Collected data:
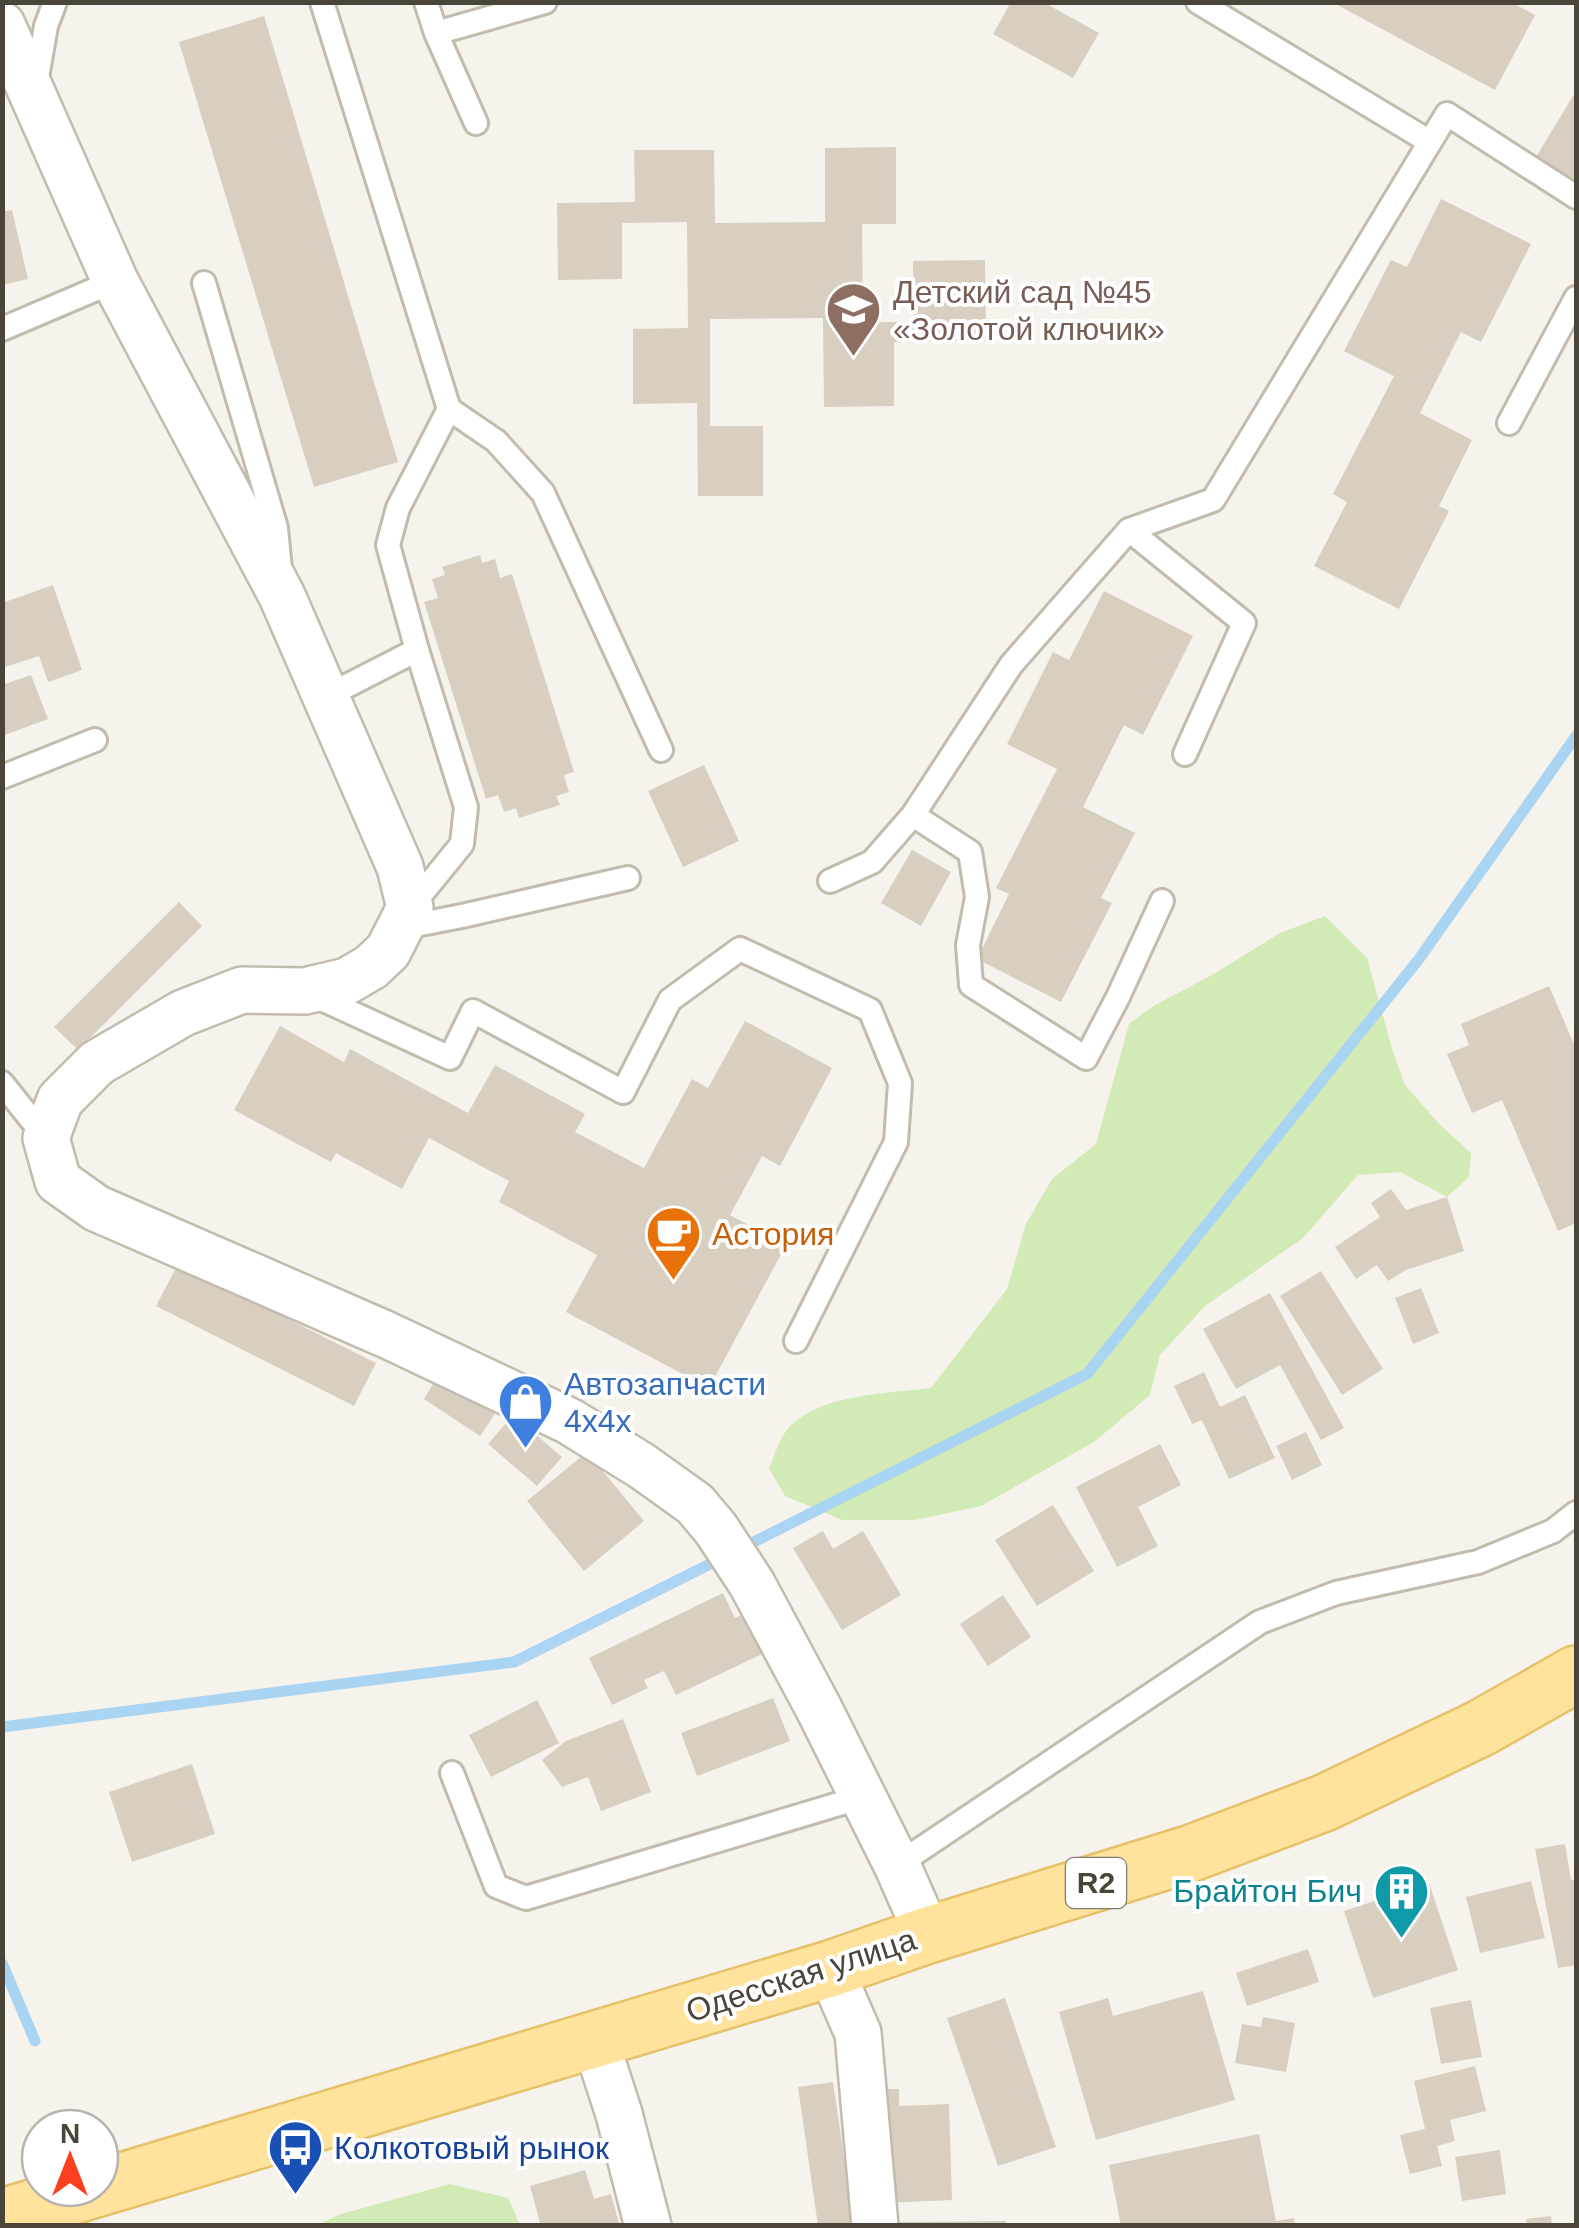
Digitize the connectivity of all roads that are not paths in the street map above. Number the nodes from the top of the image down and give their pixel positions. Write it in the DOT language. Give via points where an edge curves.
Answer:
graph roads {
  1 [pos="55,2"];
  2 [pos="322,2"];
  3 [pos="426,2"];
  4 [pos="545,2"];
  5 [pos="1198,2"];
  6 [pos="2,25"];
  7 [pos="436,33"];
  8 [pos="34,97"];
  9 [pos="476,123"];
  10 [pos="1430,142"];
  11 [pos="1576,197"];
  12 [pos="115,280"];
  13 [pos="204,283"];
  14 [pos="1576,298"];
  15 [pos="2,329"];
  16 [pos="449,409"];
  17 [pos="1508,423"];
  18 [pos="1129,530"];
  19 [pos="282,596"];
  20 [pos="417,650"];
  21 [pos="327,696"];
  22 [pos="96,740"];
  23 [pos="660,750"];
  24 [pos="1185,754"];
  25 [pos="2,777"];
  26 [pos="913,815"];
  27 [pos="628,878"];
  28 [pos="830,881"];
  29 [pos="1162,901"];
  30 [pos="405,918"];
  31 [pos="305,991"];
  32 [pos="2,1083"];
  33 [pos="46,1138"];
  34 [pos="796,1341"];
  35 [pos="1576,1513"];
  36 [pos="1576,1674"];
  37 [pos="452,1773"];
  38 [pos="862,1797"];
  39 [pos="897,1865"];
  40 [pos="928,1935"];
  41 [pos="830,1969"];
  42 [pos="595,2040"];
  43 [pos="2,2217"];
  44 [pos="648,2226"];
  45 [pos="875,2226"];
  1 -- 8 [label="lane"];
  2 -- 16 [label="lane"];
  3 -- 7 [label="lane"];
  4 -- 7 [label="lane"];
  5 -- 10 [label="lane"];
  6 -- 8 [label="street"];
  7 -- 9 [label="lane"];
  8 -- 12 [label="street"];
  10 -- 11 [label="lane" via="1447,114"];
  10 -- 18 [label="lane" via="1213,500"];
  12 -- 15 [label="lane"];
  12 -- 19 [label="street"];
  13 -- 19 [label="lane" via="276,528"];
  14 -- 17 [label="lane"];
  16 -- 20 [label="lane" via="398,508 388,545"];
  16 -- 23 [label="lane" via="496,441 543,492"];
  18 -- 24 [label="lane" via="1244,623"];
  18 -- 26 [label="lane" via="1011,665"];
  19 -- 21 [label="street"];
  20 -- 21 [label="lane"];
  20 -- 30 [label="lane" via="466,807 462,844"];
  21 -- 30 [label="street" via="400,867"];
  22 -- 25 [label="lane"];
  26 -- 28 [label="lane" via="872,862"];
  26 -- 29 [label="lane" via="970,852 976,898 968,945 971,985 1086,1058"];
  27 -- 30 [label="lane" via="462,916"];
  30 -- 31 [label="street" via="371,967"];
  31 -- 33 [label="street" via="242,990 183,1012 97,1063 60,1100"];
  31 -- 34 [label="lane" via="450,1058 473,1011 623,1092 670,1000 740,949 870,1010 900,1082 896,1142"];
  32 -- 33 [label="lane"];
  33 -- 38 [label="street" via="58,1181 96,1208 570,1422 695,1504 752,1584"];
  35 -- 39 [label="lane" via="1553,1531 1478,1562 1336,1593 1260,1622"];
  36 -- 40 [label="main road, Одесская улица / R2" via="1324,1803 1189,1854"];
  37 -- 38 [label="lane" via="496,1886 526,1898"];
  38 -- 39 [label="street"];
  39 -- 40 [label="street"];
  40 -- 41 [label="main road, Одесская улица / R2"];
  41 -- 42 [label="main road, Одесская улица / R2"];
  41 -- 45 [label="street" via="858,2033"];
  42 -- 43 [label="main road, Одесская улица / R2"];
  42 -- 44 [label="street"];
}
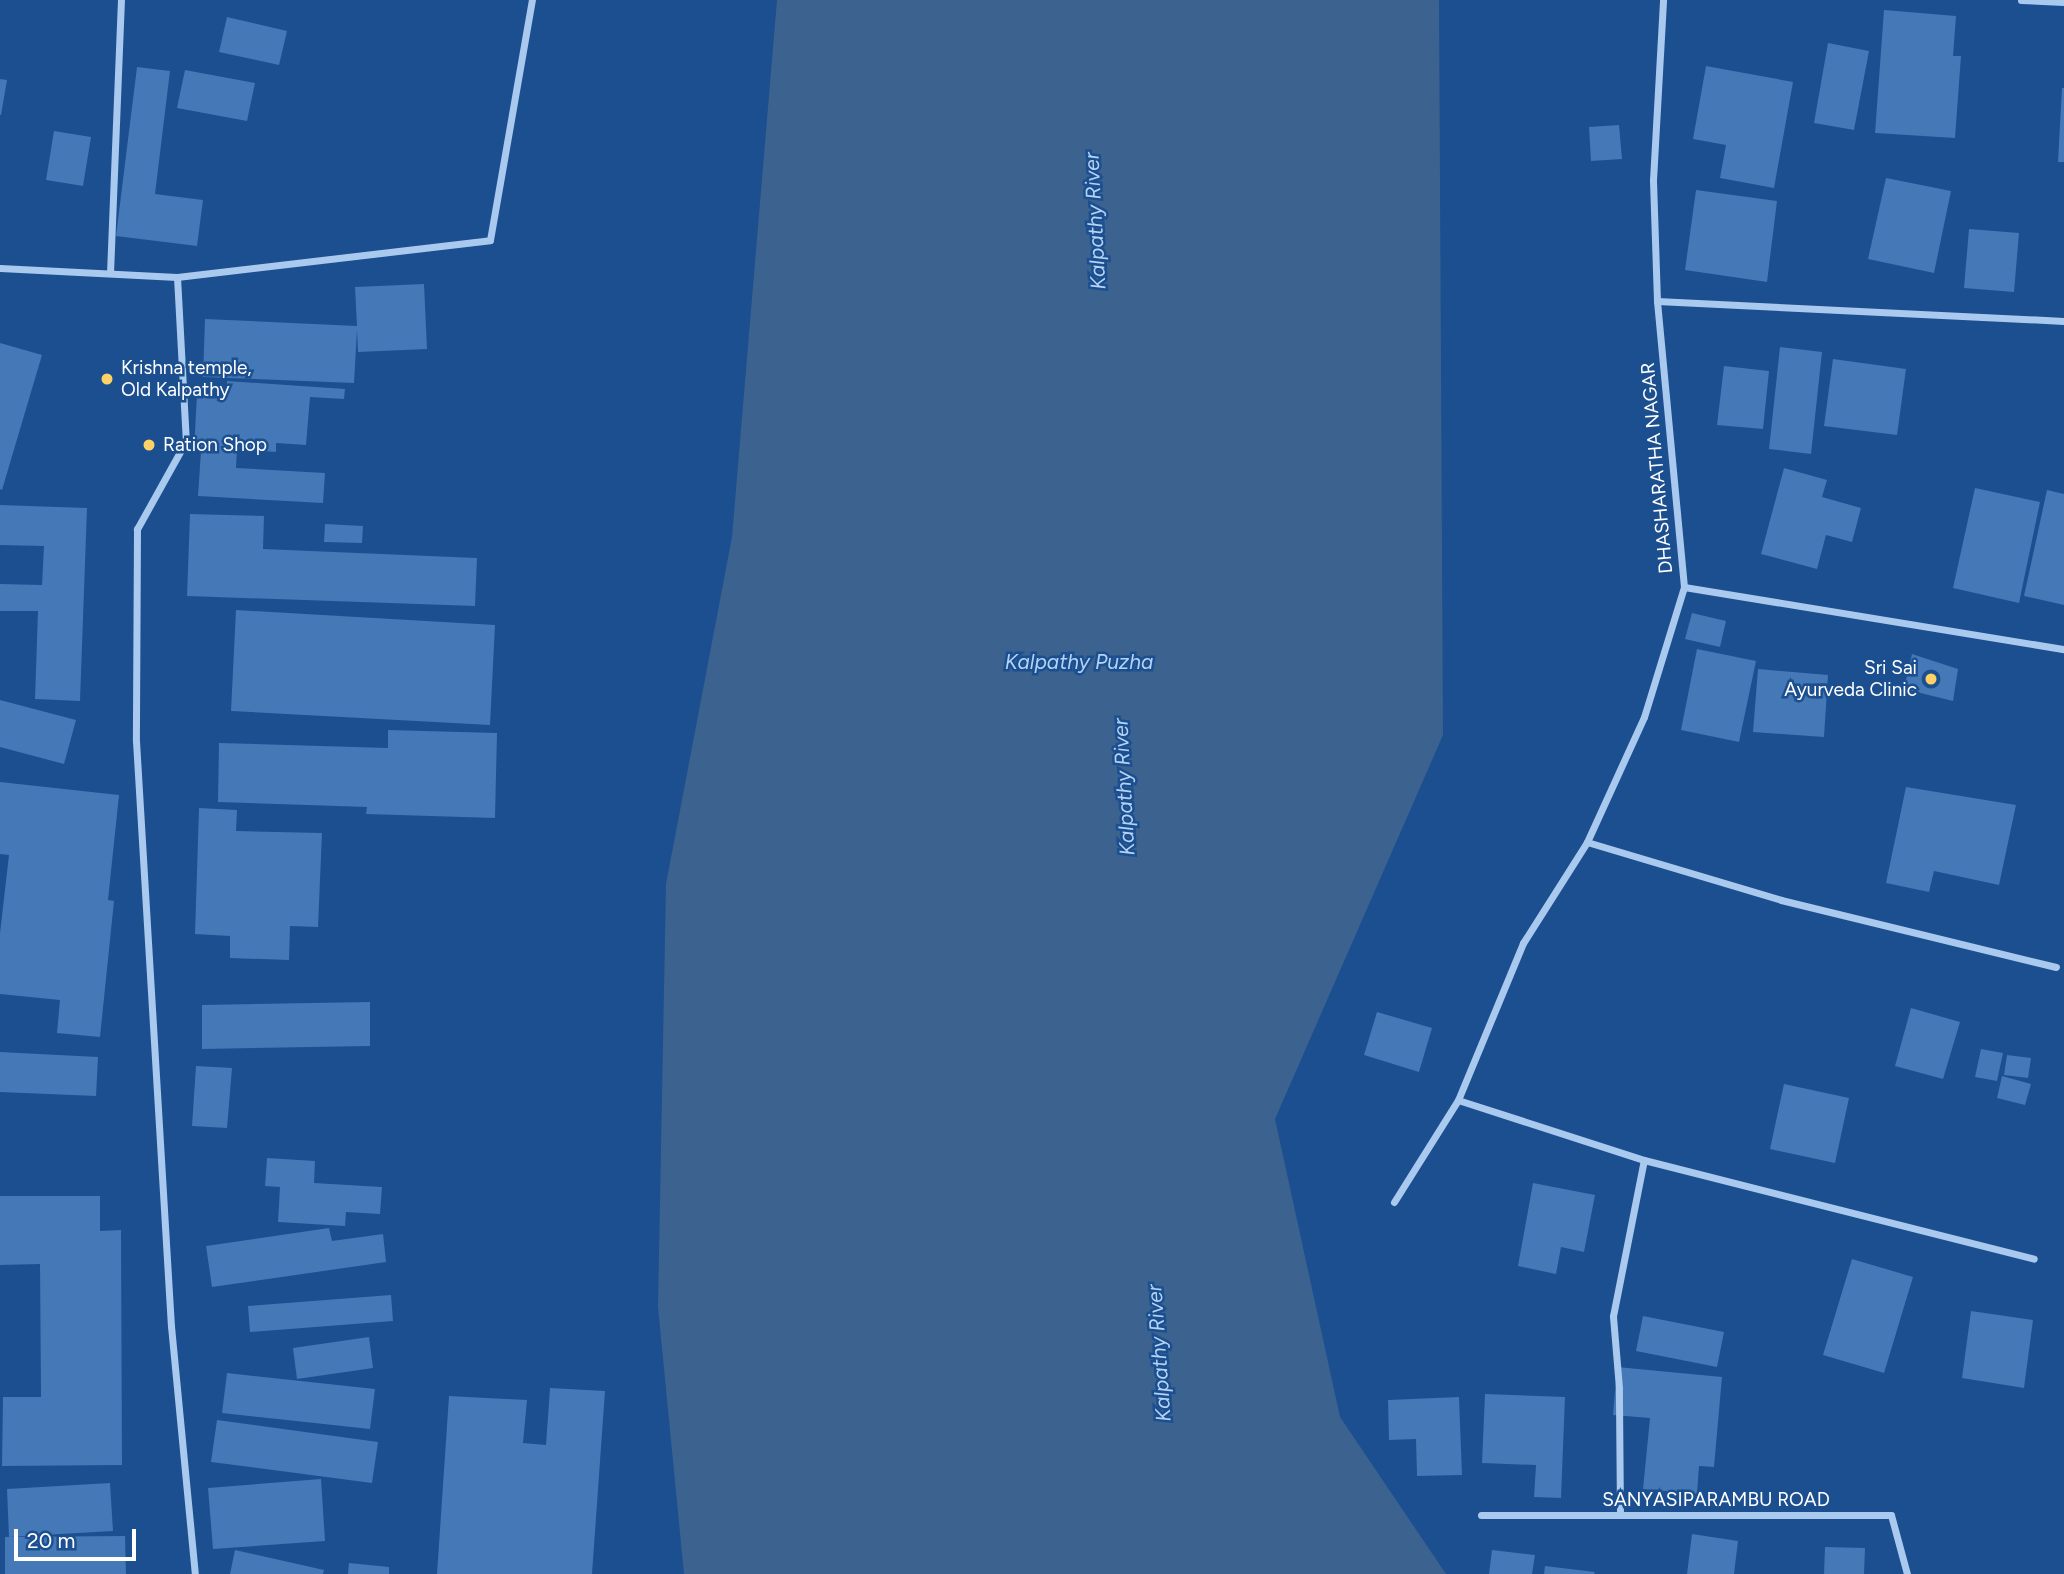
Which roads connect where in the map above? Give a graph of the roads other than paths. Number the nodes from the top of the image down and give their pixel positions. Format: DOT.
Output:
graph roads {
  1 [pos="121,0"];
  2 [pos="532,0"];
  3 [pos="1664,0"];
  4 [pos="2021,0"];
  5 [pos="2064,2"];
  6 [pos="0,268"];
  7 [pos="110,273"];
  8 [pos="177,277"];
  9 [pos="1657,301"];
  10 [pos="2064,321"];
  11 [pos="1684,587"];
  12 [pos="2064,649"];
  13 [pos="1587,842"];
  14 [pos="2056,967"];
  15 [pos="1458,1100"];
  16 [pos="1644,1160"];
  17 [pos="1394,1202"];
  18 [pos="2034,1259"];
  19 [pos="1481,1515"];
  20 [pos="1620,1515"];
  21 [pos="195,1574"];
  22 [pos="1907,1574"];
  1 -- 7 [label="street"];
  2 -- 8 [label="street"];
  3 -- 9 [label="street, DHASHARATHA NAGAR"];
  4 -- 5 [label="street"];
  6 -- 7 [label="street"];
  7 -- 8 [label="street"];
  8 -- 21 [label="street"];
  9 -- 10 [label="street"];
  9 -- 11 [label="street, DHASHARATHA NAGAR"];
  11 -- 12 [label="street"];
  11 -- 13 [label="street, DHASHARATHA NAGAR"];
  13 -- 14 [label="street"];
  13 -- 15 [label="street, DHASHARATHA NAGAR"];
  15 -- 16 [label="street"];
  15 -- 17 [label="street, DHASHARATHA NAGAR"];
  16 -- 18 [label="street"];
  16 -- 20 [label="street"];
  19 -- 20 [label="street, SANYASIPARAMBU ROAD"];
  20 -- 22 [label="street, SANYASIPARAMBU ROAD"];
}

• _Exercise_
Your output should be the full set of entries above, restated word for word and free of pictures.

• _Answer to this task_
Digitize the connectivity of all roads that are not paths in the street map above. Number the nodes from the top of the image down and give their pixel positions. Write it in the DOT language. Give via points where an edge curves.
Answer:
graph roads {
  1 [pos="55,2"];
  2 [pos="322,2"];
  3 [pos="426,2"];
  4 [pos="545,2"];
  5 [pos="1198,2"];
  6 [pos="2,25"];
  7 [pos="436,33"];
  8 [pos="34,97"];
  9 [pos="476,123"];
  10 [pos="1430,142"];
  11 [pos="1576,197"];
  12 [pos="115,280"];
  13 [pos="204,283"];
  14 [pos="1576,298"];
  15 [pos="2,329"];
  16 [pos="449,409"];
  17 [pos="1508,423"];
  18 [pos="1129,530"];
  19 [pos="282,596"];
  20 [pos="417,650"];
  21 [pos="327,696"];
  22 [pos="96,740"];
  23 [pos="660,750"];
  24 [pos="1185,754"];
  25 [pos="2,777"];
  26 [pos="913,815"];
  27 [pos="628,878"];
  28 [pos="830,881"];
  29 [pos="1162,901"];
  30 [pos="405,918"];
  31 [pos="305,991"];
  32 [pos="2,1083"];
  33 [pos="46,1138"];
  34 [pos="796,1341"];
  35 [pos="1576,1513"];
  36 [pos="1576,1674"];
  37 [pos="452,1773"];
  38 [pos="862,1797"];
  39 [pos="897,1865"];
  40 [pos="928,1935"];
  41 [pos="830,1969"];
  42 [pos="595,2040"];
  43 [pos="2,2217"];
  44 [pos="648,2226"];
  45 [pos="875,2226"];
  1 -- 8 [label="lane"];
  2 -- 16 [label="lane"];
  3 -- 7 [label="lane"];
  4 -- 7 [label="lane"];
  5 -- 10 [label="lane"];
  6 -- 8 [label="street"];
  7 -- 9 [label="lane"];
  8 -- 12 [label="street"];
  10 -- 11 [label="lane" via="1447,114"];
  10 -- 18 [label="lane" via="1213,500"];
  12 -- 15 [label="lane"];
  12 -- 19 [label="street"];
  13 -- 19 [label="lane" via="276,528"];
  14 -- 17 [label="lane"];
  16 -- 20 [label="lane" via="398,508 388,545"];
  16 -- 23 [label="lane" via="496,441 543,492"];
  18 -- 24 [label="lane" via="1244,623"];
  18 -- 26 [label="lane" via="1011,665"];
  19 -- 21 [label="street"];
  20 -- 21 [label="lane"];
  20 -- 30 [label="lane" via="466,807 462,844"];
  21 -- 30 [label="street" via="400,867"];
  22 -- 25 [label="lane"];
  26 -- 28 [label="lane" via="872,862"];
  26 -- 29 [label="lane" via="970,852 976,898 968,945 971,985 1086,1058"];
  27 -- 30 [label="lane" via="462,916"];
  30 -- 31 [label="street" via="371,967"];
  31 -- 33 [label="street" via="242,990 183,1012 97,1063 60,1100"];
  31 -- 34 [label="lane" via="450,1058 473,1011 623,1092 670,1000 740,949 870,1010 900,1082 896,1142"];
  32 -- 33 [label="lane"];
  33 -- 38 [label="street" via="58,1181 96,1208 570,1422 695,1504 752,1584"];
  35 -- 39 [label="lane" via="1553,1531 1478,1562 1336,1593 1260,1622"];
  36 -- 40 [label="main road, Одесская улица / R2" via="1324,1803 1189,1854"];
  37 -- 38 [label="lane" via="496,1886 526,1898"];
  38 -- 39 [label="street"];
  39 -- 40 [label="street"];
  40 -- 41 [label="main road, Одесская улица / R2"];
  41 -- 42 [label="main road, Одесская улица / R2"];
  41 -- 45 [label="street" via="858,2033"];
  42 -- 43 [label="main road, Одесская улица / R2"];
  42 -- 44 [label="street"];
}
Which roads connect where in the map above? Give a graph of the roads other than paths. Number the nodes from the top of the image down and give their pixel positions. Format: DOT.
Output:
graph roads {
  1 [pos="121,0"];
  2 [pos="532,0"];
  3 [pos="1664,0"];
  4 [pos="2021,0"];
  5 [pos="2064,2"];
  6 [pos="0,268"];
  7 [pos="110,273"];
  8 [pos="177,277"];
  9 [pos="1657,301"];
  10 [pos="2064,321"];
  11 [pos="1684,587"];
  12 [pos="2064,649"];
  13 [pos="1587,842"];
  14 [pos="2056,967"];
  15 [pos="1458,1100"];
  16 [pos="1644,1160"];
  17 [pos="1394,1202"];
  18 [pos="2034,1259"];
  19 [pos="1481,1515"];
  20 [pos="1620,1515"];
  21 [pos="195,1574"];
  22 [pos="1907,1574"];
  1 -- 7 [label="street"];
  2 -- 8 [label="street"];
  3 -- 9 [label="street, DHASHARATHA NAGAR"];
  4 -- 5 [label="street"];
  6 -- 7 [label="street"];
  7 -- 8 [label="street"];
  8 -- 21 [label="street"];
  9 -- 10 [label="street"];
  9 -- 11 [label="street, DHASHARATHA NAGAR"];
  11 -- 12 [label="street"];
  11 -- 13 [label="street, DHASHARATHA NAGAR"];
  13 -- 14 [label="street"];
  13 -- 15 [label="street, DHASHARATHA NAGAR"];
  15 -- 16 [label="street"];
  15 -- 17 [label="street, DHASHARATHA NAGAR"];
  16 -- 18 [label="street"];
  16 -- 20 [label="street"];
  19 -- 20 [label="street, SANYASIPARAMBU ROAD"];
  20 -- 22 [label="street, SANYASIPARAMBU ROAD"];
}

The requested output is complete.